The Harvard group had met at The Redline bar in Harvard Square, but has been homeless since The Redline began sponsoring Harvard’s H Bomb student magazine, which features sex advice and nude pictures of Harvard undergraduates.  The group no longer felt The Redline was an appropriate place to meet and asked to join with the archdiocese-run program, said Connolly, a lawyer and chairperson of the spiritual development committee for young adult ministry, which organizes quarterly Masses and days of recollection, along with “Theology on Tap.”

“Theology on Tap” began in June 1981 at St. James Parish in Illinois after a college graduate talked to his parish priest about the many questions he had about his future. It spread from the Archdiocese of Chicago to dioceses throughout the country. The first Boston meeting of “Theology on Tap” took place at The Kells in September 1999.

The first talk this fall was “Catholic Politicians, Voters and Communion,” given by Father Peter Landry, a priest in the Diocese of Fall River, on Sept. 16. Father Landry said the two important things to remember about this topic are most bishops in the United States believe Catholic pro-abortion politicians should not present themselves for Communion and the quickest way to stop those politicians is for Catholic lay people to vote them out of office.

According to the U.S. Conference of Catholic Bishops, anyone who supports legalized abortion is “outside of moral communion with the Church” and should not take Communion, Father Landry said.

Father Landry said the bishops noted, “The typical Catholic, even a practicing Catholic, today kind of looks at Holy Communion at Mass like anybody looks at birthday cake at a birthday party. By the very fact that you’re showing up, if you’re not going to be given birthday cake, it’s almost an insult.”

But every Catholic must examine their conscience, think of the dignity of the Lord in the Eucharist and determine if they are properly fit to receive Jesus before taking Communion, he said.

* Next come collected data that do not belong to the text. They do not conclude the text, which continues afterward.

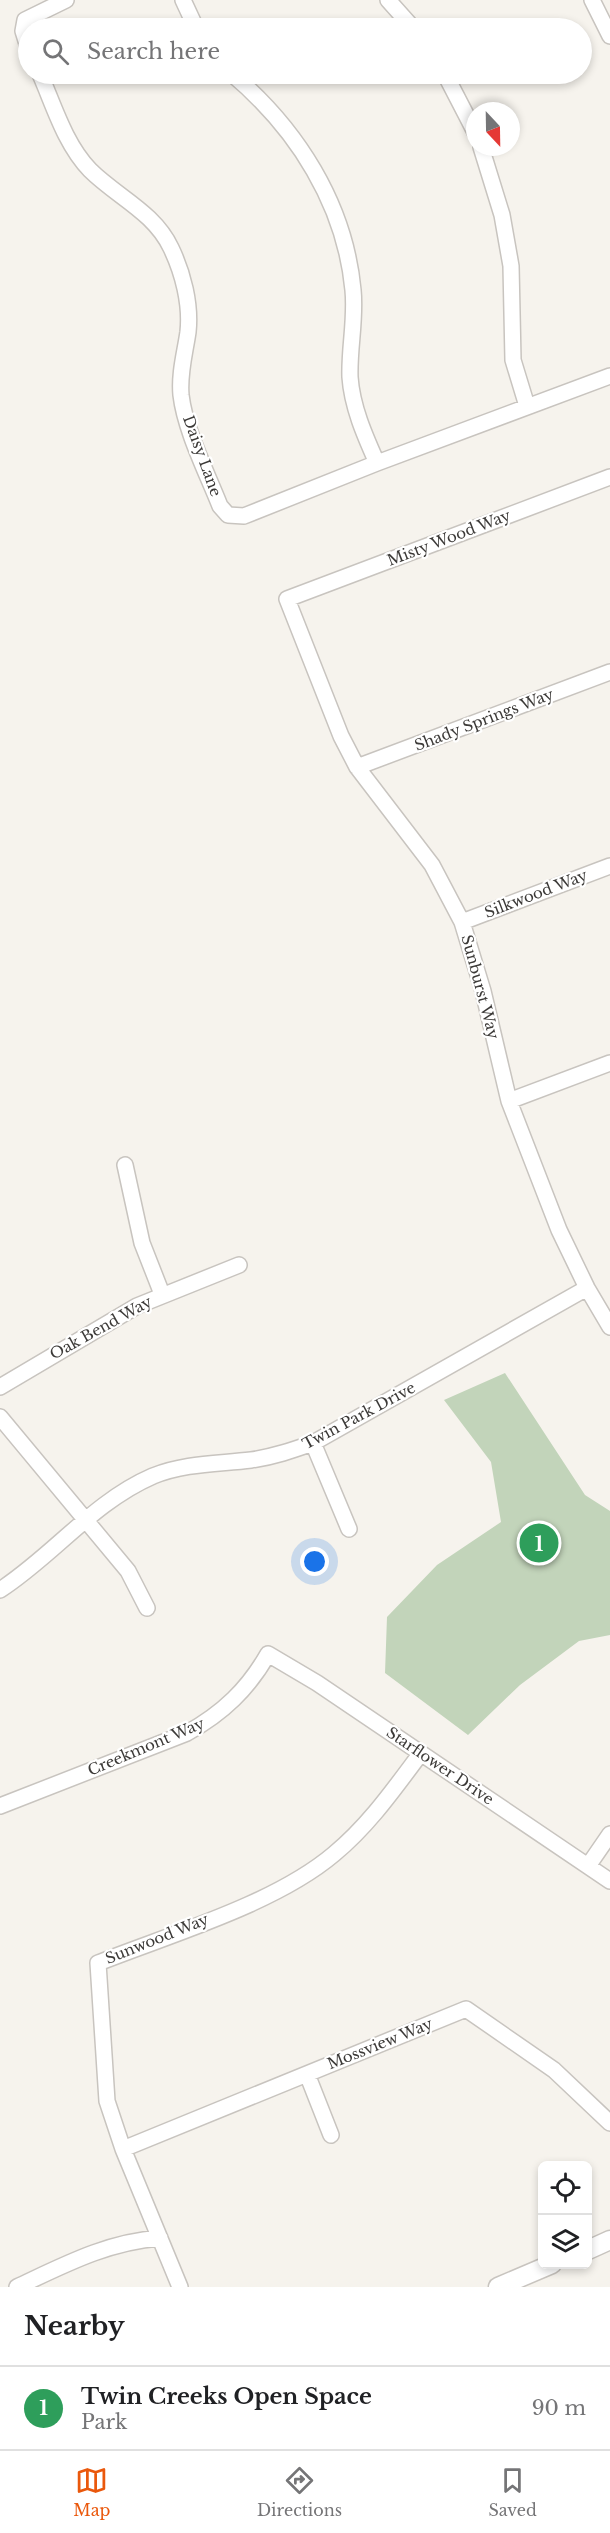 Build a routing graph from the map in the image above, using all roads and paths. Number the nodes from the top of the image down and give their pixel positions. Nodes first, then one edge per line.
1 (66, 0) edge
2 (183, 0) edge
3 (388, 0) edge
4 (592, 0) edge
5 (30, 18) edge
6 (191, 18) edge
7 (404, 18) edge
8 (610, 36) edge
9 (44, 84) edge
10 (243, 84) edge
11 (450, 84) edge
12 (466, 115) edge
13 (484, 156) edge
14 (610, 376) edge
15 (526, 406) junction
16 (377, 463) junction
17 (610, 477) edge
18 (288, 599) joint
19 (610, 672) edge
20 (357, 767) junction
21 (610, 866) edge
22 (462, 922) junction
23 (610, 1063) edge
24 (509, 1101) junction
25 (125, 1165) dead end
26 (239, 1265) dead end
27 (587, 1288) junction
28 (162, 1294) junction
29 (610, 1327) edge
30 (0, 1387) edge
31 (0, 1417) edge
32 (313, 1443) junction
33 (85, 1519) junction
34 (349, 1529) dead end
35 (0, 1590) edge
36 (147, 1608) dead end
37 (268, 1654) joint
38 (421, 1753) junction
39 (0, 1806) edge
40 (610, 1834) edge
41 (588, 1866) junction
42 (610, 1881) edge
43 (307, 2074) junction
44 (610, 2122) edge
45 (331, 2135) dead end
46 (123, 2149) junction
47 (160, 2238) junction
48 (610, 2240) edge
49 (592, 2248) edge
50 (543, 2269) edge
51 (509, 2285) edge
52 (17, 2287) edge
53 (180, 2287) edge

1 - 5 street
2 - 6 street
3 - 7 street
4 - 8 street
9 - 16 street, Daisy Lane
10 - 16 street
11 - 12 street
13 - 15 street
14 - 15 street, Daisy Lane
15 - 16 street, Daisy Lane
17 - 18 street, Misty Wood Way
18 - 20 street, Sunburst Way
19 - 20 street, Shady Springs Way
20 - 22 street, Sunburst Way
21 - 22 street, Silkwood Way
22 - 24 street, Sunburst Way
23 - 24 street
24 - 27 street, Sunburst Way
25 - 28 street
26 - 28 street, Oak Bend Way
27 - 29 street, Sunburst Way
27 - 32 street, Twin Park Drive
28 - 30 street, Oak Bend Way
31 - 33 street
32 - 33 street, Twin Park Drive
32 - 34 street
33 - 35 street, Twin Park Drive
33 - 36 street
37 - 38 street, Starflower Drive
37 - 39 street, Creekmont Way
38 - 41 street, Starflower Drive
38 - 46 street, Sunwood Way
40 - 41 street
41 - 42 street, Starflower Drive
43 - 44 street, Mossview Way
43 - 45 street
43 - 46 street, Mossview Way
46 - 47 street, Sunwood Way
47 - 52 street
47 - 53 street, Sunwood Way
48 - 49 street
50 - 51 street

Readiness to receive Communion must be based on objective criteria, said Father Landry.

The dignity of Jesus in the Eucharist is central to the issue of Catholic pro-abortion politicians receiving Communion, he said. When the significance of the Eucharist is recognized, the importance of being in full communion with the Catholic Church before receiving Jesus makes sense, he said.

Father Landry referred to a memo Cardinal Joseph Ratzinger, head of the Congregation for the Doctrine of the Faith in the Vatican, sent to the U.S. Bishops, that said some moral issues have more weight than others. Abortion is always wrong, and no Catholic should support it, the memo stated. Cardinal Ratzinger also used the term “proportionate reasons,” writing that there are times when voting for pro-abortion politicians is not immoral.

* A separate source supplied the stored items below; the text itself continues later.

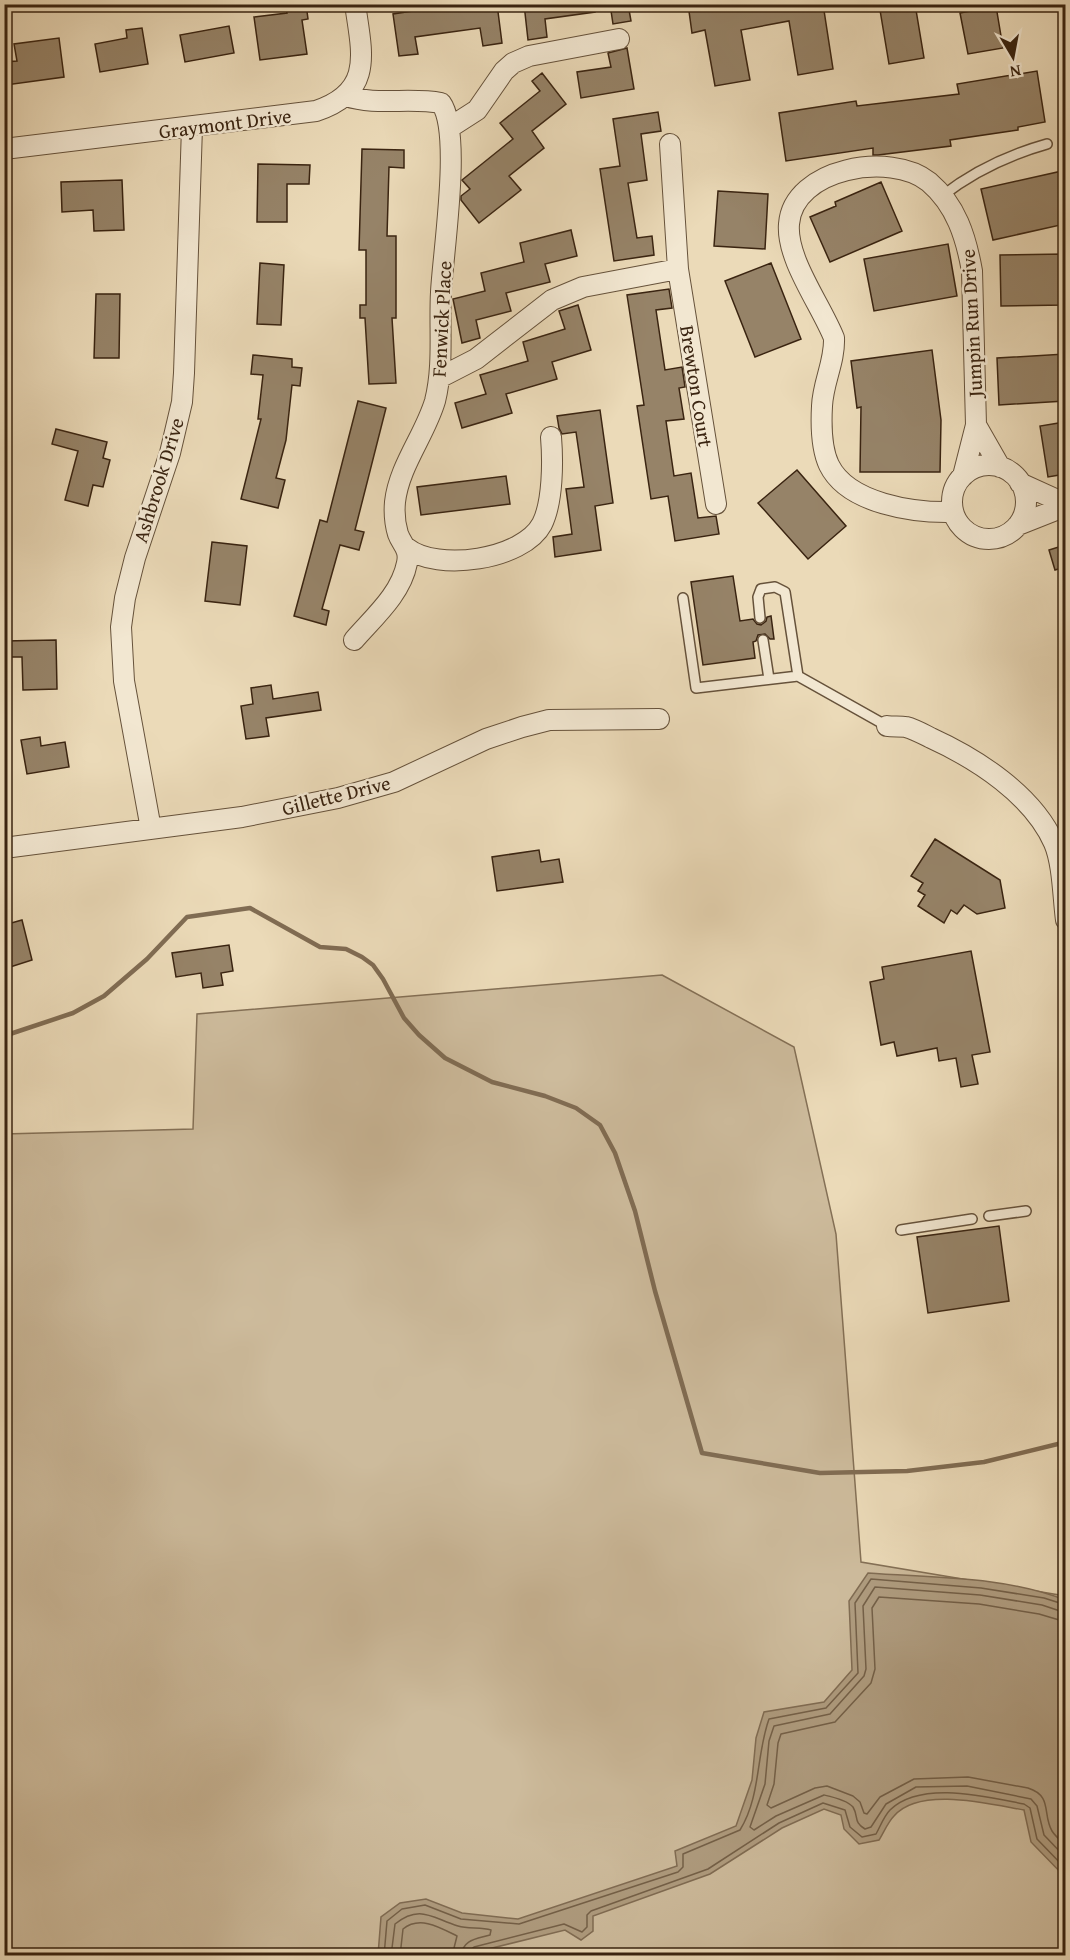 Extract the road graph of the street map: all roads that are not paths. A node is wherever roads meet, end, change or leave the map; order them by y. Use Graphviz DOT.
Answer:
graph roads {
  1 [pos="355,4"];
  2 [pos="620,39"];
  3 [pos="346,96"];
  4 [pos="192,127"];
  5 [pos="449,128"];
  6 [pos="670,144"];
  7 [pos="1047,144"];
  8 [pos="4,149"];
  9 [pos="942,196"];
  10 [pos="678,269"];
  11 [pos="439,378"];
  12 [pos="976,425"];
  13 [pos="551,437"];
  14 [pos="1000,467"];
  15 [pos="963,476"];
  16 [pos="1020,483"];
  17 [pos="716,504"];
  18 [pos="1065,505"];
  19 [pos="953,512"];
  20 [pos="1018,525"];
  21 [pos="407,548"];
  22 [pos="683,598"];
  23 [pos="760,618"];
  24 [pos="354,640"];
  25 [pos="763,640"];
  26 [pos="798,676"];
  27 [pos="769,679"];
  28 [pos="659,719"];
  29 [pos="887,726"];
  30 [pos="151,829"];
  31 [pos="1059,838"];
  32 [pos="4,848"];
  33 [pos="1065,920"];
  34 [pos="1026,1211"];
  35 [pos="989,1216"];
  36 [pos="972,1219"];
  37 [pos="901,1230"];
  1 -- 3 [label="street"];
  2 -- 5 [label="street"];
  3 -- 4 [label="street, Graymont Drive"];
  3 -- 5 [label="street, Fenwick Place"];
  4 -- 8 [label="street, Graymont Drive"];
  4 -- 30 [label="street, Ashbrook Drive"];
  5 -- 11 [label="street, Fenwick Place"];
  6 -- 10 [label="street, Brewton Court"];
  7 -- 9 [label="lane"];
  9 -- 12 [label="street, Jumpin Run Drive"];
  9 -- 19 [label="street, Jumpin Run Drive"];
  10 -- 11 [label="street"];
  10 -- 17 [label="street, Brewton Court"];
  11 -- 21 [label="street, Fenwick Place"];
  12 -- 14 [label="street, Jumpin Run Drive"];
  12 -- 15 [label="street, Jumpin Run Drive"];
  13 -- 21 [label="street"];
  14 -- 15 [label="street"];
  14 -- 16 [label="street, Jumpin Run Drive"];
  15 -- 19 [label="street, Jumpin Run Drive"];
  16 -- 18 [label="street, Jumpin Run Drive"];
  16 -- 20 [label="street"];
  18 -- 20 [label="street, Jumpin Run Drive"];
  19 -- 20 [label="street, Jumpin Run Drive"];
  21 -- 24 [label="street"];
  22 -- 27 [label="lane"];
  23 -- 26 [label="lane"];
  25 -- 27 [label="lane"];
  26 -- 27 [label="lane"];
  26 -- 29 [label="lane"];
  28 -- 30 [label="street, Gillette Drive"];
  29 -- 31 [label="street"];
  30 -- 32 [label="street, Gillette Drive"];
  31 -- 33 [label="street"];
  34 -- 35 [label="lane"];
  36 -- 37 [label="lane"];
}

This term has been misunderstood by the media and many Catholics, Father Landry said. The proportionate reasons must be extreme to outweigh abortion, he said.

Although almost all the U.S. bishops agreed that pro-abortion politicians should not receive Communion, they left denying Communion up to the discretion of local bishops, said Father Landry.

Most bishops have said that the politician is responsible for examining his own conscience, but there is no national rule for dealing with a politician who continues to present himself despite knowledge that he should not receive Communion, Father Landry added.

Many of the forty people who attended Father Landry’s talk stayed after to chat with each other.

Bronwen McShea, a graduate student at Harvard Divinity School, said the issue became clearer for her when Father Landry spoke about the dignity of Jesus in the Eucharist.

When the Eucharist is central, the teaching on abortion becomes clearer, she said.

Ron Kelner, a Bedford native who works in high-tech marketing, said Father Landry’s talk was one of the most well-attended, informative “Theology on Tap” sessions he had ever been to. It was almost an hour longer, and there was more audience participation, he said.

“It was definitely a topic of interest,” he said.

The next talk will be held at The Kells on Oct. 14. Former U.S. ambassador to the Vatican and president of the Catholic Citizenship Raymond L. Flynn speak on the Church’s call to faithful citizenship.